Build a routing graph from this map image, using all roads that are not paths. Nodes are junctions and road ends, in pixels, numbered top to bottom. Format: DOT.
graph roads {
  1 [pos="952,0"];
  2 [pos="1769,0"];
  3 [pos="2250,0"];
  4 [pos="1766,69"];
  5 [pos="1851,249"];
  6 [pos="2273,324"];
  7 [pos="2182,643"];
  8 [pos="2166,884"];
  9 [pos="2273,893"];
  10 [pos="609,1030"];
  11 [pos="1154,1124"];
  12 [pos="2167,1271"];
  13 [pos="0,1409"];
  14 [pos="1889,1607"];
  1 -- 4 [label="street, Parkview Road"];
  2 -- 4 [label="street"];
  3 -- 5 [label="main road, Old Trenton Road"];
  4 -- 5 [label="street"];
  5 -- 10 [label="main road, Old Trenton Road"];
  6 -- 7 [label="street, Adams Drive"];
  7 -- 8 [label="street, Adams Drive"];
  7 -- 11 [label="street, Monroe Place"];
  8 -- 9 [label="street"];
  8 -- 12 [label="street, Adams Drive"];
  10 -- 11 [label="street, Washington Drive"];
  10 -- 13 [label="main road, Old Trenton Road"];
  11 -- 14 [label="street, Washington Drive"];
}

Work instructions: Output each line of the records above exactly.

Solution below:
Build a routing graph from this map image, using all roads that are not paths. Nodes are junctions and road ends, in pixels, numbered top to bottom. Format: DOT.
graph roads {
  1 [pos="952,0"];
  2 [pos="1769,0"];
  3 [pos="2250,0"];
  4 [pos="1766,69"];
  5 [pos="1851,249"];
  6 [pos="2273,324"];
  7 [pos="2182,643"];
  8 [pos="2166,884"];
  9 [pos="2273,893"];
  10 [pos="609,1030"];
  11 [pos="1154,1124"];
  12 [pos="2167,1271"];
  13 [pos="0,1409"];
  14 [pos="1889,1607"];
  1 -- 4 [label="street, Parkview Road"];
  2 -- 4 [label="street"];
  3 -- 5 [label="main road, Old Trenton Road"];
  4 -- 5 [label="street"];
  5 -- 10 [label="main road, Old Trenton Road"];
  6 -- 7 [label="street, Adams Drive"];
  7 -- 8 [label="street, Adams Drive"];
  7 -- 11 [label="street, Monroe Place"];
  8 -- 9 [label="street"];
  8 -- 12 [label="street, Adams Drive"];
  10 -- 11 [label="street, Washington Drive"];
  10 -- 13 [label="main road, Old Trenton Road"];
  11 -- 14 [label="street, Washington Drive"];
}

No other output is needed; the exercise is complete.